5.3 Chunked Reading for Large Databases

# Demonstrate chunked reading
chunk_size = 2
chunks = []

for chunk in pd.read_sql("SELECT * FROM employees", engine, chunksize=chunk_size):
    chunks.append(chunk)
    print(f"  Chunk: {chunk.shape[0]} rows")

df_combined = pd.concat(chunks, ignore_index=True)
print(f"Combined: {df_combined.shape[0]} rows")

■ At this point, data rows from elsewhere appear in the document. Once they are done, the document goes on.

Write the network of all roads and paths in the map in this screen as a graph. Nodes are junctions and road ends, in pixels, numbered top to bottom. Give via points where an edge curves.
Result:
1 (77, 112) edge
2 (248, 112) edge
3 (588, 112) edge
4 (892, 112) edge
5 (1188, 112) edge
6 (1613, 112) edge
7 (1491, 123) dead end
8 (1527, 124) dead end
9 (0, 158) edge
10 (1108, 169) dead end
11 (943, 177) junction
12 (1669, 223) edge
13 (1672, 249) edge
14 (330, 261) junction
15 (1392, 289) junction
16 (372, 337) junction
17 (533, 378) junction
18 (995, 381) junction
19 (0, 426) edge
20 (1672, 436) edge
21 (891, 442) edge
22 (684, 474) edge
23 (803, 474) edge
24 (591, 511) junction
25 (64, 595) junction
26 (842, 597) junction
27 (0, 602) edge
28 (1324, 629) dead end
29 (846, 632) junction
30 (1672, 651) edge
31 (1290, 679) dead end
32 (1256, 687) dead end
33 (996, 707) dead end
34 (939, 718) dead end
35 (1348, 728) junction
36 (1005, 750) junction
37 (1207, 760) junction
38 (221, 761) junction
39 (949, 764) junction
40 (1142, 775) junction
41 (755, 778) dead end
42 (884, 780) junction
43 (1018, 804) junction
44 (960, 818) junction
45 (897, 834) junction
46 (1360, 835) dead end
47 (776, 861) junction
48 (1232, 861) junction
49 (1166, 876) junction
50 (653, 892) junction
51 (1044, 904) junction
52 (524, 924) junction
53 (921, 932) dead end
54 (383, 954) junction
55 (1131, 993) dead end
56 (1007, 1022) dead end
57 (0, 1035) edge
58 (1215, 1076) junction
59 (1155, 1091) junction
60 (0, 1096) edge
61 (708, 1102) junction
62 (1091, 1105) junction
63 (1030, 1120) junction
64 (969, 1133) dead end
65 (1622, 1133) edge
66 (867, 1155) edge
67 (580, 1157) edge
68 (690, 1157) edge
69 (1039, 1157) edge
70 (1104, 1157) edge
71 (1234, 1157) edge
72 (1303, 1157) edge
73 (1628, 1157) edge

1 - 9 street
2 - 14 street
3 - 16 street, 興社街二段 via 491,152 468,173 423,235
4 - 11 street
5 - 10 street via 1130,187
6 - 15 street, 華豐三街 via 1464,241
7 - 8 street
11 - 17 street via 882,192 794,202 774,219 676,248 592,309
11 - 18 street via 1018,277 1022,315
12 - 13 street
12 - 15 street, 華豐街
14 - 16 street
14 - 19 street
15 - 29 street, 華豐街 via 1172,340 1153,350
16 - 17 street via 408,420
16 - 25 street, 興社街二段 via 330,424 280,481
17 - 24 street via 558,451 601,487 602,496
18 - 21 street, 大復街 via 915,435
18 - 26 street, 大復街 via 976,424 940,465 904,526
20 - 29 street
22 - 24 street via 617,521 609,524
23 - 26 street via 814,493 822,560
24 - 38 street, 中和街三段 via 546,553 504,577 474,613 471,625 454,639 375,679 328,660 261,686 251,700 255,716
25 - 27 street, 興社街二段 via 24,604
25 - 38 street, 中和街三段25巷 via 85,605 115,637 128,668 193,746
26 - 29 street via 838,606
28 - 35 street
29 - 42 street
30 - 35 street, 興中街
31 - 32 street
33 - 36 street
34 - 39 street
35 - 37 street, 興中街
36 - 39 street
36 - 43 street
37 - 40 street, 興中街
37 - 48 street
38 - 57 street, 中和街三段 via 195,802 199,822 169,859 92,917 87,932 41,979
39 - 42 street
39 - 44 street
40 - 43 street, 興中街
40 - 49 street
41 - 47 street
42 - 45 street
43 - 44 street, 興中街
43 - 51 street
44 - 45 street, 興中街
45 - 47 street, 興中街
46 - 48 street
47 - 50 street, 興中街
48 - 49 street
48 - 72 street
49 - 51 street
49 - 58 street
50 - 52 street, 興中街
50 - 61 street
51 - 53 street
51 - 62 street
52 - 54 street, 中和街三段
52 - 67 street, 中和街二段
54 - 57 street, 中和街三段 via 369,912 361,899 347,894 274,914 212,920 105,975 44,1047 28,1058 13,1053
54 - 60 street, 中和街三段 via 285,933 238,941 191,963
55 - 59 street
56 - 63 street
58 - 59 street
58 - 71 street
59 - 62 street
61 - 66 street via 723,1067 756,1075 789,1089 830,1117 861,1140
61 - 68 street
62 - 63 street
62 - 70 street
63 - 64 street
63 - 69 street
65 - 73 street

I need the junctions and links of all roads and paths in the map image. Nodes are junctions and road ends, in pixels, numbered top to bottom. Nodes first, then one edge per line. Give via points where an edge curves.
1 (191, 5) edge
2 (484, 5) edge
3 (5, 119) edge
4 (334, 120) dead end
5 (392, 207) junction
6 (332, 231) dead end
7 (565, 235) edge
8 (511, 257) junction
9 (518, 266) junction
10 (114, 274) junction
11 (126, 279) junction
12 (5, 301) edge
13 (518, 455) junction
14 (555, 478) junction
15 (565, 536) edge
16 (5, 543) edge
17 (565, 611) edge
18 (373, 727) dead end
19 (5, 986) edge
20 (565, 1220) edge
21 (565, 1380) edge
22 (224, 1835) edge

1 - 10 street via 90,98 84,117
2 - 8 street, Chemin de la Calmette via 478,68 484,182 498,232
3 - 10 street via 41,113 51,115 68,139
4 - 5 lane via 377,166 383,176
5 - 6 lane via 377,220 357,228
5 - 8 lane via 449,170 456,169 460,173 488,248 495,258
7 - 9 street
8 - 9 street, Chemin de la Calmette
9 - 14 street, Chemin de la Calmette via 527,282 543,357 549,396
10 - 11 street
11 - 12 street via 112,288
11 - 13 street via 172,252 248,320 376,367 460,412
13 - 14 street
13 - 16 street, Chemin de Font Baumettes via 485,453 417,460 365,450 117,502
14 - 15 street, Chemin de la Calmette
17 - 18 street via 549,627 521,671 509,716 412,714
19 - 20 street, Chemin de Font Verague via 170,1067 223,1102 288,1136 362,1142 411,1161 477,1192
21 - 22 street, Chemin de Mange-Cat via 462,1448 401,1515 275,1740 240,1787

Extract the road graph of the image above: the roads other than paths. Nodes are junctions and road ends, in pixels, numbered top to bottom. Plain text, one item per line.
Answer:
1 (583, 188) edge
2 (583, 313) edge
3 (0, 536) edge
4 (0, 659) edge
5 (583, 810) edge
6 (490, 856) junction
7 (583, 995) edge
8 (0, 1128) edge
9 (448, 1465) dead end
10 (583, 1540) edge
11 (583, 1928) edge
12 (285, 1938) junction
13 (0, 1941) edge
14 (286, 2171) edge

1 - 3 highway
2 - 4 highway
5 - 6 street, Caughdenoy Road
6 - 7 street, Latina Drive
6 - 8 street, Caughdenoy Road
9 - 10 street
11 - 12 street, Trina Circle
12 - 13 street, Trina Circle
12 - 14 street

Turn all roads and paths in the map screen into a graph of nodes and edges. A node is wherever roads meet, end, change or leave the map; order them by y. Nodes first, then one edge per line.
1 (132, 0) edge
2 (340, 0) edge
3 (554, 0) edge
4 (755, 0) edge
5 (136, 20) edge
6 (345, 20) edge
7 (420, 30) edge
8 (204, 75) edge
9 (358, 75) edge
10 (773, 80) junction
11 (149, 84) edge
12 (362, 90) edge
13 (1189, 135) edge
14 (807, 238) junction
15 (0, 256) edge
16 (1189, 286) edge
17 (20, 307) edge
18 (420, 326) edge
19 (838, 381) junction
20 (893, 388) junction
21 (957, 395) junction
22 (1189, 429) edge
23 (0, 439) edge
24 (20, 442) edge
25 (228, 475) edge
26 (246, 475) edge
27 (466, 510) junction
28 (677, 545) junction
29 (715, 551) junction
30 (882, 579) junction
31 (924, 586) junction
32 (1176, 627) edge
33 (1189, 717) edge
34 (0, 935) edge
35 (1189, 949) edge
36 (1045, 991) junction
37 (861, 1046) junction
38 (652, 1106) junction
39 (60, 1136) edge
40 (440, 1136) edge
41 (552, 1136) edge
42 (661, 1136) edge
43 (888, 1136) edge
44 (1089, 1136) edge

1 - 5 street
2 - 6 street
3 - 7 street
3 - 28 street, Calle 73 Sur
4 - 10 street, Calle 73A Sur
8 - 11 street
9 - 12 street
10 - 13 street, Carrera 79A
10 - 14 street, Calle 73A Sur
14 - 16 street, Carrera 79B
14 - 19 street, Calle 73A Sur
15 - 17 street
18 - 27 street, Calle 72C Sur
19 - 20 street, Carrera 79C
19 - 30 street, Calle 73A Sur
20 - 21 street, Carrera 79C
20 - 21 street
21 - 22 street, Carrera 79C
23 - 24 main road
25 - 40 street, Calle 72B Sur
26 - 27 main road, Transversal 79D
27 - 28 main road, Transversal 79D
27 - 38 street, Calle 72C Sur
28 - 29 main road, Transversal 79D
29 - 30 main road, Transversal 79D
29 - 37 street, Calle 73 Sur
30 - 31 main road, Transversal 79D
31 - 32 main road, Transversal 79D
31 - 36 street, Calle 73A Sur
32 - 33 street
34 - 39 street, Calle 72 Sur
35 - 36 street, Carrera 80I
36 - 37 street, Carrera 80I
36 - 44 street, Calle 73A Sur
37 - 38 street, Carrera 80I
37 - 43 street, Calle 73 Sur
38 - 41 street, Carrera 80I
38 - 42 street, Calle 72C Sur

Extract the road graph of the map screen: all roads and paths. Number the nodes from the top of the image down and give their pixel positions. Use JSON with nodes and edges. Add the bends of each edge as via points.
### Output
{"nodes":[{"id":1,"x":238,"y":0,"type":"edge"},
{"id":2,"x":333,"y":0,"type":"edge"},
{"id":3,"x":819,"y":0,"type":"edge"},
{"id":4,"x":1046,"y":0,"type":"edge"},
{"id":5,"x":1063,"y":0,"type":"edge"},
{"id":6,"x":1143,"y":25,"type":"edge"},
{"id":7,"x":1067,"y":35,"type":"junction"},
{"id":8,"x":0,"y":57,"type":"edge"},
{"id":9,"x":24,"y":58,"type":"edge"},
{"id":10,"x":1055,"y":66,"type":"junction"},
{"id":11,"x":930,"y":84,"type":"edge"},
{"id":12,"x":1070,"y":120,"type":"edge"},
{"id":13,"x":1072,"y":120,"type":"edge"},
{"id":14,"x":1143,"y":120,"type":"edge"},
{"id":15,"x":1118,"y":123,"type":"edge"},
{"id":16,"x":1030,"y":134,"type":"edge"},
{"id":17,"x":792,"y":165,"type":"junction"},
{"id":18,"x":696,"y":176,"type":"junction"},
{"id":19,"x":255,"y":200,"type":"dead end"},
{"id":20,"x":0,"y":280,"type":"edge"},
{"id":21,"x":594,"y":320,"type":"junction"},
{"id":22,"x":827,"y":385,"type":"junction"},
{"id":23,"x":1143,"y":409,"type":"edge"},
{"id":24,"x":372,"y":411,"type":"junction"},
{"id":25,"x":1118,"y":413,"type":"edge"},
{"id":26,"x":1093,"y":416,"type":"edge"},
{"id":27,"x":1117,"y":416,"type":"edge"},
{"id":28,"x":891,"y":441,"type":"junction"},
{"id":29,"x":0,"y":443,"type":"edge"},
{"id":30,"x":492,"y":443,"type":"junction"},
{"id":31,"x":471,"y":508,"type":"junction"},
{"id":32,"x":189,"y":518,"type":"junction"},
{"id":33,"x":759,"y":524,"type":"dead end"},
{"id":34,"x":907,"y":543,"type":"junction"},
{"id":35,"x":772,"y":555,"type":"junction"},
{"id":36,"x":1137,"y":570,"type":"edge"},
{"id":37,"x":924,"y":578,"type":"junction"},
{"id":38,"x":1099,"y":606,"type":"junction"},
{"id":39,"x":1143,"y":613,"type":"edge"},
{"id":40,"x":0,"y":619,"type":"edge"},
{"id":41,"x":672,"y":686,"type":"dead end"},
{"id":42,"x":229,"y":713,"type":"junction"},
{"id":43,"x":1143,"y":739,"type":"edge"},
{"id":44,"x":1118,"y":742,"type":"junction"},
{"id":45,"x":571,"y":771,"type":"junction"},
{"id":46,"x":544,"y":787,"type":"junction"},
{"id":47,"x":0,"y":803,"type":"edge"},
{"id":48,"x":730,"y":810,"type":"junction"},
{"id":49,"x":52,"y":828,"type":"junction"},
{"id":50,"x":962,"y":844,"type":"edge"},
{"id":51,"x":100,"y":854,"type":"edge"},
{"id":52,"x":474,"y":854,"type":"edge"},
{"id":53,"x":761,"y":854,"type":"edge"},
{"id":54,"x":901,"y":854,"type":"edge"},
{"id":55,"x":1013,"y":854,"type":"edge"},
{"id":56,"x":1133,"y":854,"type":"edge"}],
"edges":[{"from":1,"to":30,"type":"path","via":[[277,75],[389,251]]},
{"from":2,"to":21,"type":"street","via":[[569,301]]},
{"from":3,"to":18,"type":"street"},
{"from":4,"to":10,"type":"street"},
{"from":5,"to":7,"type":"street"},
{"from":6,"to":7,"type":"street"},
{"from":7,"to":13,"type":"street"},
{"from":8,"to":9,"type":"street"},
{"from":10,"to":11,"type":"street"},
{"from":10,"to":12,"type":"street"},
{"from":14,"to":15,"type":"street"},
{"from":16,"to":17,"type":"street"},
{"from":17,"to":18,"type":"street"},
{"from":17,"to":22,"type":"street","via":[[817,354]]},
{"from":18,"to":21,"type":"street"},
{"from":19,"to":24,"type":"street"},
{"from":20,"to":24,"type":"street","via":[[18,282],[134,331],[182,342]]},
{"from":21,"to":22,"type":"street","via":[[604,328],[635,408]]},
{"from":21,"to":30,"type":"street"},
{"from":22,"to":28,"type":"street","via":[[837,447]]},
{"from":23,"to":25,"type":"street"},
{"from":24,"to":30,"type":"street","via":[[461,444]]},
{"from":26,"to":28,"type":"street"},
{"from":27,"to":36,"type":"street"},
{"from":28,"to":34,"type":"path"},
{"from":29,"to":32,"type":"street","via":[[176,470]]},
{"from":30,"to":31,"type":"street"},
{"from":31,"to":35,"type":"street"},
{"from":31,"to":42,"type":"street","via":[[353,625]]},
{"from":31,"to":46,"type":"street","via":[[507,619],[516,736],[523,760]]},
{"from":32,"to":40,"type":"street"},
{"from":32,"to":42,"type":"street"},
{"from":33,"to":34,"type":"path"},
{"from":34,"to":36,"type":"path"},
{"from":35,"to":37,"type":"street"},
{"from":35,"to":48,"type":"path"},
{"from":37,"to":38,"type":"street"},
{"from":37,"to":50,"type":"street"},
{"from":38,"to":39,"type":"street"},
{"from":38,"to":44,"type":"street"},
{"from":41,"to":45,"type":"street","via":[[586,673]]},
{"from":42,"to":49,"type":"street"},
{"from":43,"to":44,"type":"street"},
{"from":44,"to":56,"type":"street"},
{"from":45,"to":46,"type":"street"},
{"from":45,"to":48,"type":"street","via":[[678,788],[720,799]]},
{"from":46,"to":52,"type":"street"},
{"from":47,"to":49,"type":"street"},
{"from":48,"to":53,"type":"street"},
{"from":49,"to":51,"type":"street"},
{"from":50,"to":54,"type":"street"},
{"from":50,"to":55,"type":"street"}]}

6. Parquet: Columnar Storage

6.1 Why Parquet?

Parquet is optimized for analytics:

  • Columnar storage: Only reads needed columns
  • Compression: Much smaller files
  • Predicate pushdown: Filters applied at read time
  • Schema evolution: Add columns without rewriting

DfColumnar Storage

A storage format where data is organized by columns rather than rows. This enables: (1) reading only required columns (I/O reduction), (2) better compression (similar values grouped together), and (3) vectorized processing on contiguous column data.

6.2 Parquet Operations

import pandas as pd
import numpy as np
import time
import os

# Create sample dataset
np.random.seed(42)
n_rows = 100000

df = pd.DataFrame({
    'id': range(n_rows),
    'category': np.random.choice(['A', 'B', 'C', 'D'], n_rows),
    'value1': np.random.normal(0, 1, n_rows),
    'value2': np.random.uniform(0, 100, n_rows),
    'text': ['Sample text ' + str(i) for i in range(n_rows)]
})

print(f"Original DataFrame:")
print(f"  Rows: {len(df):,}")
print(f"  Memory: {df.memory_usage(deep=True).sum() / 1024**2:.2f} MB")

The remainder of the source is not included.